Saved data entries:
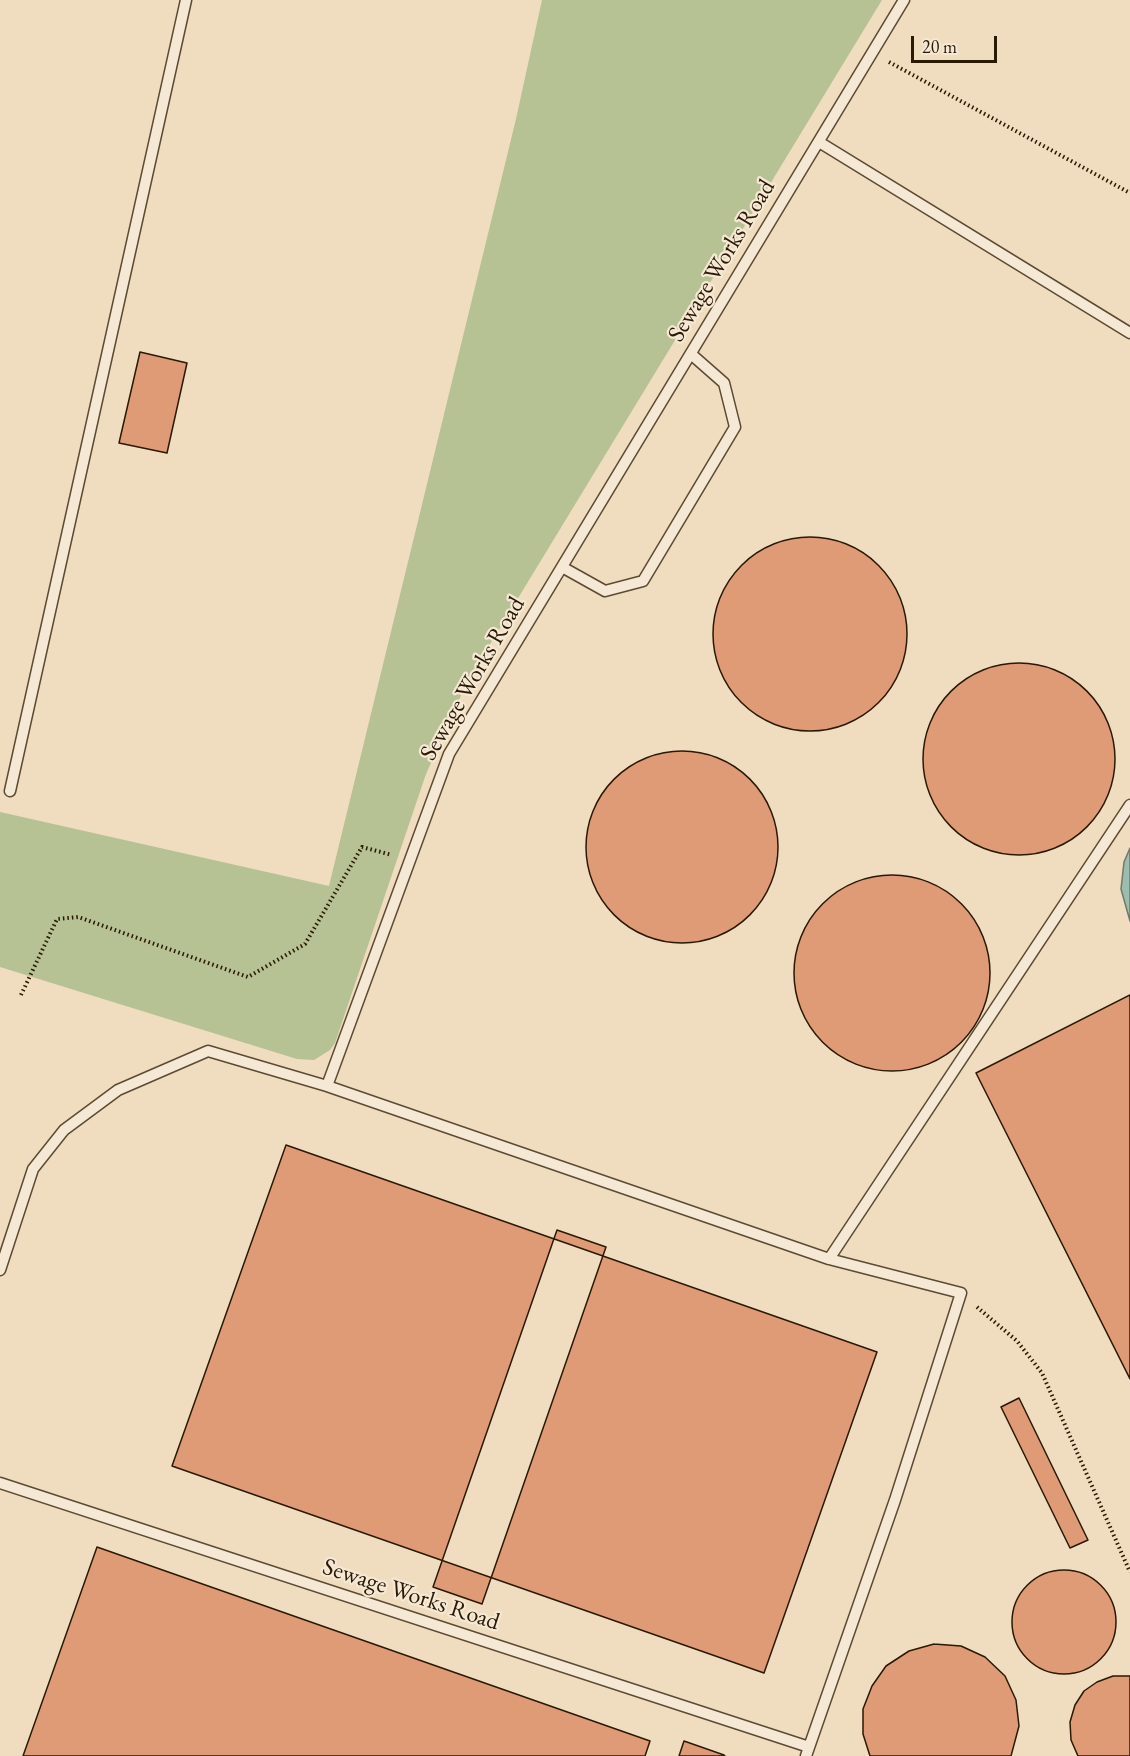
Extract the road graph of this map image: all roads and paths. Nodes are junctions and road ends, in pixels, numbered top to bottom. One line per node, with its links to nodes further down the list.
1 (186, 0): 9 (lane)
2 (904, 0): 3 (lane, Sewage Works Road)
3 (872, 53): 4 (lane, Sewage Works Road); 5 (path)
4 (819, 142): 6 (lane); 7 (lane, Sewage Works Road)
5 (1130, 193)
6 (1130, 333)
7 (691, 354): 8 (lane, Sewage Works Road); 8 (lane)
8 (562, 567): 11 (lane, Sewage Works Road)
9 (10, 791)
10 (1130, 806): 14 (lane)
11 (410, 859): 12 (path); 13 (lane, Sewage Works Road)
12 (21, 995)
13 (327, 1086): 14 (lane); 15 (lane)
14 (829, 1259): 16 (lane)
15 (0, 1270)
16 (961, 1293): 18 (path); 19 (lane)
17 (0, 1483): 19 (lane, Sewage Works Road)
18 (1129, 1569)
19 (808, 1751)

| The problem |
Make an exact copy of the records, pictures excluded.

| Exercise solution |
Extract the road graph of this map image: all roads and paths. Nodes are junctions and road ends, in pixels, numbered top to bottom. One line per node, with its links to nodes further down the list.
1 (186, 0): 9 (lane)
2 (904, 0): 3 (lane, Sewage Works Road)
3 (872, 53): 4 (lane, Sewage Works Road); 5 (path)
4 (819, 142): 6 (lane); 7 (lane, Sewage Works Road)
5 (1130, 193)
6 (1130, 333)
7 (691, 354): 8 (lane, Sewage Works Road); 8 (lane)
8 (562, 567): 11 (lane, Sewage Works Road)
9 (10, 791)
10 (1130, 806): 14 (lane)
11 (410, 859): 12 (path); 13 (lane, Sewage Works Road)
12 (21, 995)
13 (327, 1086): 14 (lane); 15 (lane)
14 (829, 1259): 16 (lane)
15 (0, 1270)
16 (961, 1293): 18 (path); 19 (lane)
17 (0, 1483): 19 (lane, Sewage Works Road)
18 (1129, 1569)
19 (808, 1751)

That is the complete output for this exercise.